1795 love song by Ludwig van Beethoven

"Zärtliche Liebe" ("Tender Love"), WoO 123, or "Ich liebe dich" ("I love you"), is a lied (art song) by Ludwig van Beethoven, composed in 1795 and first published in 1803. Beethoven was 25 years old when he wrote it. The song is occasionally referred to by its first line, "Ich liebe dich, so wie du mich".

==History==
Though Alexander Thayer put the date of composition to be 1797–98 in Thayer's Life of Beethoven, recent research has found that "Zärtliche Liebe" was probably composed in 1795.

Commentator John Palmer offers historical background on the work:

The year 1795 was an important turning point in Beethoven's career. He had lived in Vienna for over two years, studied with Haydn and others, and, most importantly, had insinuated himself into the homes and hearts of the nobility. He had become something of a "hot commodity" among Viennese aristocrats, and his music was becoming popular, as evinced in the publication of his Trios, op. 1 in 1795.

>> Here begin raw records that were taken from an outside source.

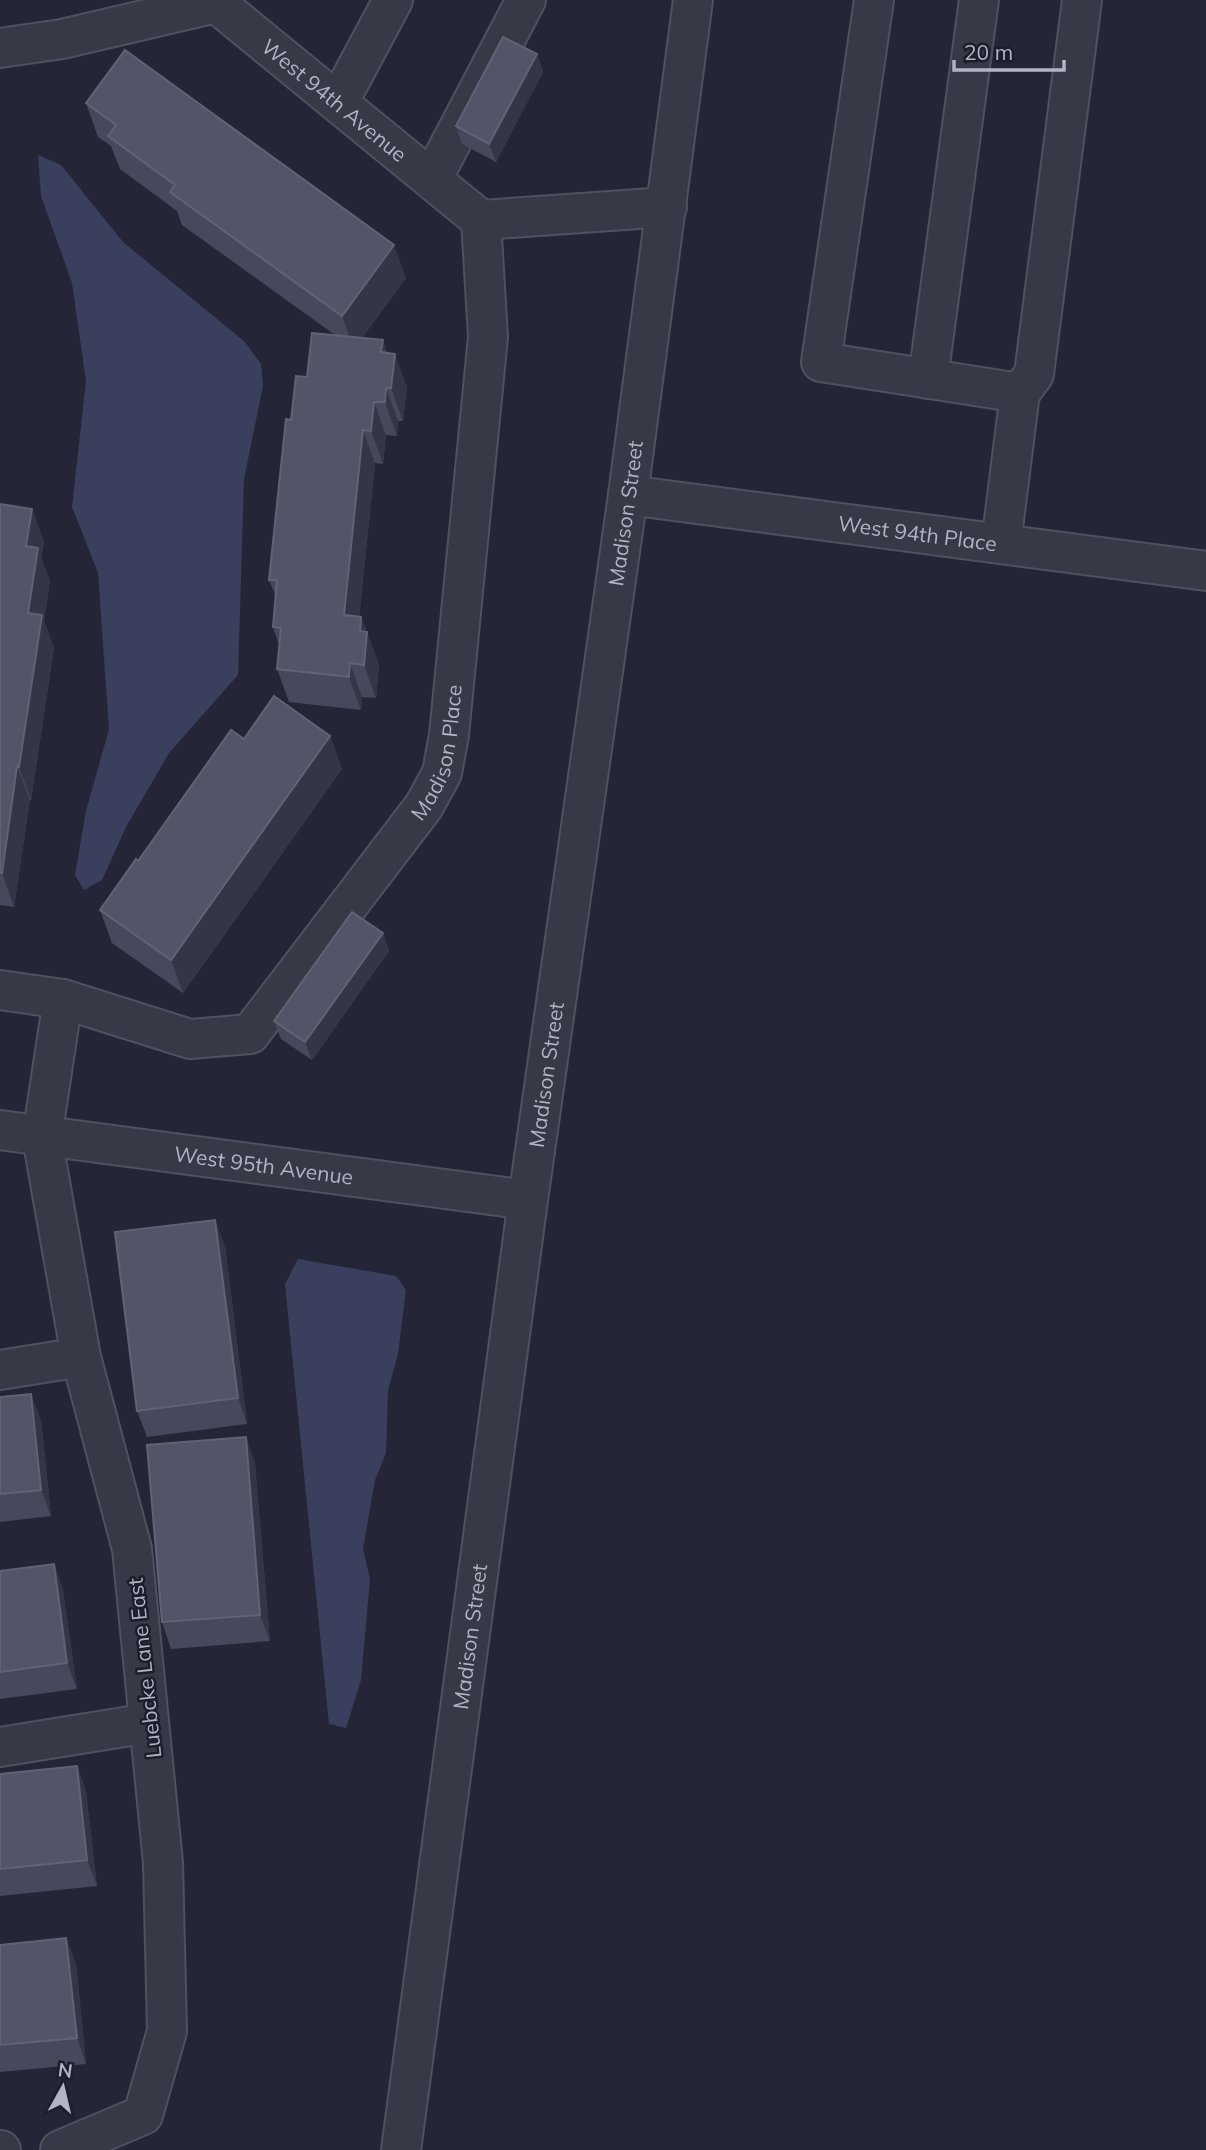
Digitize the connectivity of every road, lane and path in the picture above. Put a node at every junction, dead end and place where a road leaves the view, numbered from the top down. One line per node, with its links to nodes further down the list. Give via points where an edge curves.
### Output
1 (393, 0): 9 (street)
2 (526, 0): 10 (street)
3 (693, 0): 11 (street, Madison Street)
4 (874, 0): 13 (street, via 821,362)
5 (979, 0): 13 (street)
6 (1082, 0): 14 (street, via 1034,374)
7 (217, 2): 8 (street, West 94th Avenue, via 62,39); 9 (street, West 94th Avenue)
8 (0, 48)
9 (338, 103): 10 (street, West 94th Avenue)
10 (432, 179): 12 (street, West 94th Avenue)
11 (667, 207): 12 (street); 15 (street, Madison Street)
12 (481, 220): 19 (street, Madison Place, via 488,337 442,773 424,806 250,1034 190,1040)
13 (929, 379): 14 (street)
14 (1020, 393): 16 (street)
15 (628, 495): 16 (street, West 94th Place); 22 (street, Madison Street)
16 (1002, 544): 17 (street, West 94th Place)
17 (1206, 571)
18 (0, 990): 19 (street, Madison Place)
19 (63, 999): 21 (street, Luebcke Lane East)
20 (0, 1130): 21 (street, West 95th Avenue)
21 (41, 1137): 22 (street, West 95th Avenue); 23 (street, Luebcke Lane East)
22 (527, 1200): 28 (street, Madison Street)
23 (81, 1357): 24 (street); 25 (street, Luebcke Lane East, via 132,1549)
24 (0, 1370)
25 (149, 1723): 26 (street); 27 (street, Luebcke Lane East, via 163,1863 167,2031 143,2115)
26 (0, 1747)
27 (60, 2150)
28 (401, 2150)

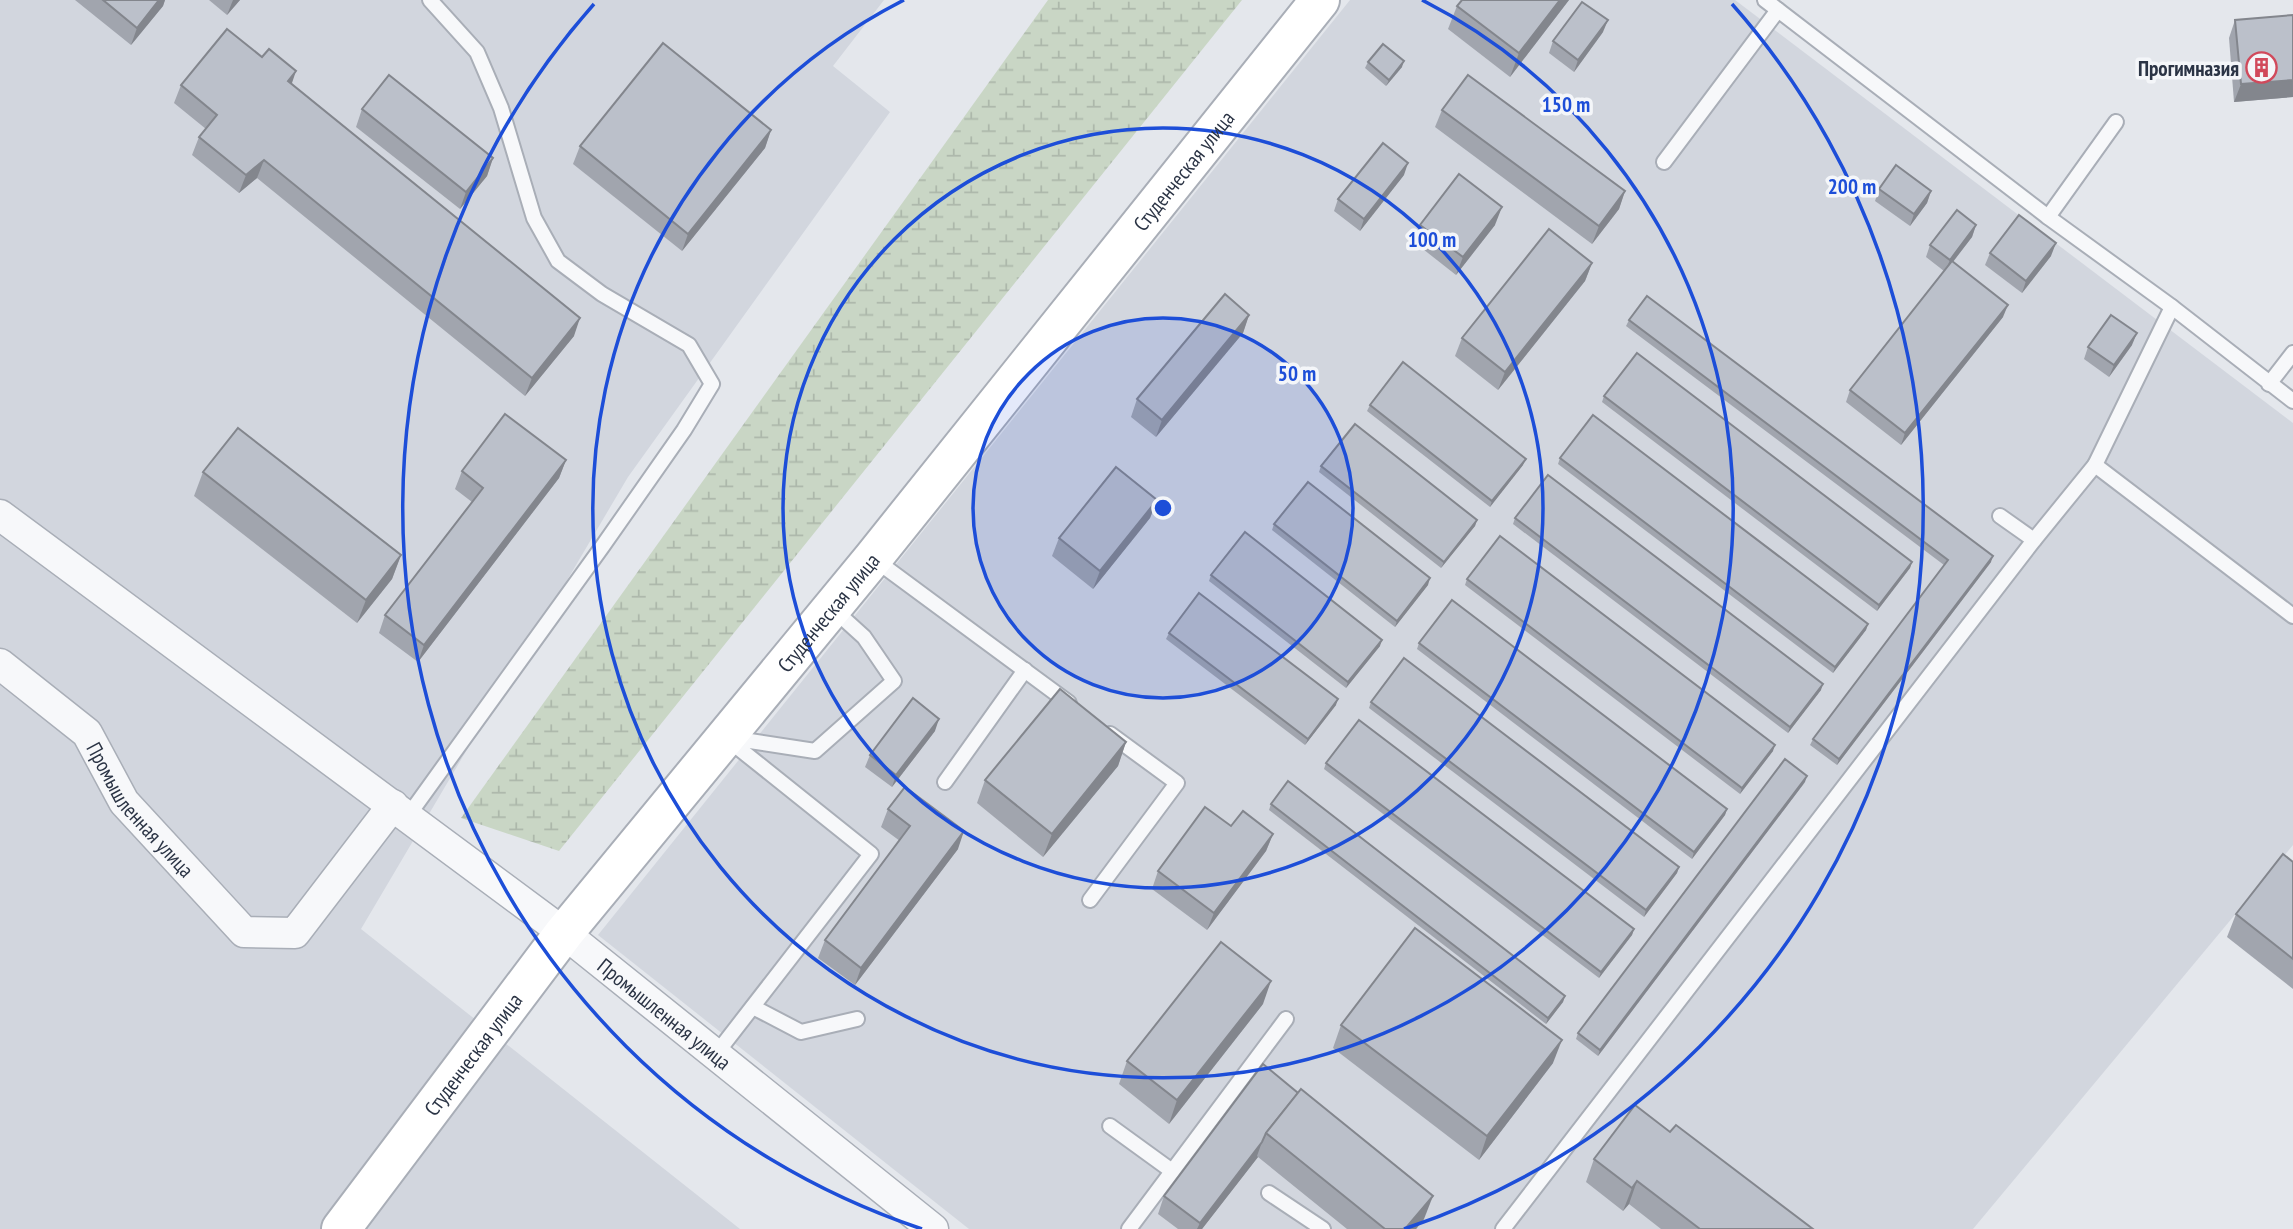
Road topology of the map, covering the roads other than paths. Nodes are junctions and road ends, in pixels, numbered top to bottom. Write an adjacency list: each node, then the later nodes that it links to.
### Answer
1 (430, 0): 25 (lane)
2 (1320, 0): 16 (main road, Студенческая улица)
3 (1765, 0): 4 (lane)
4 (1778, 10): 6 (lane); 7 (lane)
5 (2116, 121): 7 (lane)
6 (1664, 162)
7 (2048, 217): 8 (lane)
8 (2172, 307): 10 (lane); 12 (lane)
9 (2293, 353): 10 (lane)
10 (2269, 384): 11 (lane)
11 (2293, 401)
12 (2095, 465): 15 (lane); 18 (lane)
13 (0, 515): 25 (street, Промышленная улица)
14 (2000, 516): 15 (lane)
15 (2034, 540): 39 (lane)
16 (873, 558): 17 (main road, Студенческая улица); 20 (lane)
17 (832, 608): 23 (main road, Студенческая улица); 23 (lane)
18 (2293, 616)
19 (0, 664): 25 (street, Промышленная улица)
20 (1024, 670): 21 (lane); 24 (lane)
21 (1079, 710)
22 (1101, 727): 26 (lane)
23 (725, 737): 27 (main road, Студенческая улица); 28 (lane)
24 (945, 782)
25 (400, 810): 27 (street, Промышленная улица)
26 (1090, 900)
27 (564, 933): 31 (street, Промышленная улица); 36 (main road, Студенческая улица)
28 (753, 1007): 29 (lane); 31 (lane)
29 (857, 1019)
30 (1286, 1019): 33 (lane)
31 (716, 1054): 37 (street, Промышленная улица)
32 (1110, 1126): 33 (lane)
33 (1172, 1171): 38 (lane)
34 (1269, 1193): 35 (lane)
35 (1321, 1228)
36 (341, 1229)
37 (933, 1229)
38 (1129, 1229)
39 (1503, 1229)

"Zärtliche Liebe" was first published in 1803 by Johann Traeg in Vienna, one year before Beethoven's 3rd symphony. It was published along with "La partenza", WoO 124.

The autograph of the song has a unique history. It passed into the hands of Franz Schubert, who used the blank pages in June 1817 to sketch out the second movement of his Piano Sonata in E-flat major, D 568 and to write down some exercises in reading musical notation for an unknown pupil (whose written answers are also preserved on the manuscript). From there the autograph was divided up. Half came into the possession of Schubert's friend Anselm Hüttenbrenner (who inscribed an owner's note on it), and thence to the Viennese collector Johann Nepomuk Kafka, and thence to Johannes Brahms in 1870; in April 1872 Brahms acquired the other half from Schubert's nephew Eduard Schneider. Brahms added his own owner's note to the autograph. In 1893 he presented it to the Gesellschaft der Musikfreunde, where the musicologist Eusebius Mandyczewski added his own owner's note as well. The autograph is thus known as "the autograph of three masters": it preserves the handwriting of Beethoven, Schubert, and Brahms, as well as that of Hüttenbrenner, Mandyczewski, and an unknown child.

==Text==
The lyrics are from a poem by Karl Friedrich Wilhelm Herrosee (1754–1821), a German pastor and writer. In the poem, the narrator expresses love for another, saying how their love lets them share sorrow and comfort.

==Music==
The song, in G major, is set for a solo singer and piano. The range reaches the F natural at the top of the treble staff, and so the song is most likely to be sung by a tenor or soprano voice. As is the norm with lieder, the song may also be sung by lower voices in transposition; for instance the baritone Dietrich Fischer-Dieskau sang the work transposed down one full tone to F major.

The musical setting follows the structure of Herrosee's poem: the opening phrase is in the tonic key and covers the first stanza; the second stanza modulates to the dominant key (D major); and the third stanza returns to the tonic. Just before the tonic return there is a dominant chord with fermata in the piano part, inviting the singer to provide an improvised cadenza.

The tempo marking is andante. This is interpreted by different singers rather differently, with fervent performances approaching adagio on one hand and lighthearted performances approaching allegretto on the other. Hence the time taken to sing the work varies greatly, from under two minutes to well over three.

==Reception==
The song would be considered a minor work for Beethoven, who is not primarily famous as a composer of lieder. Among the songs it is fairly prominent and is often included in recorded compilations. According to Turner (2010), compared to other songs in the lieder literature it is not often selected for song recitals by undergraduate students.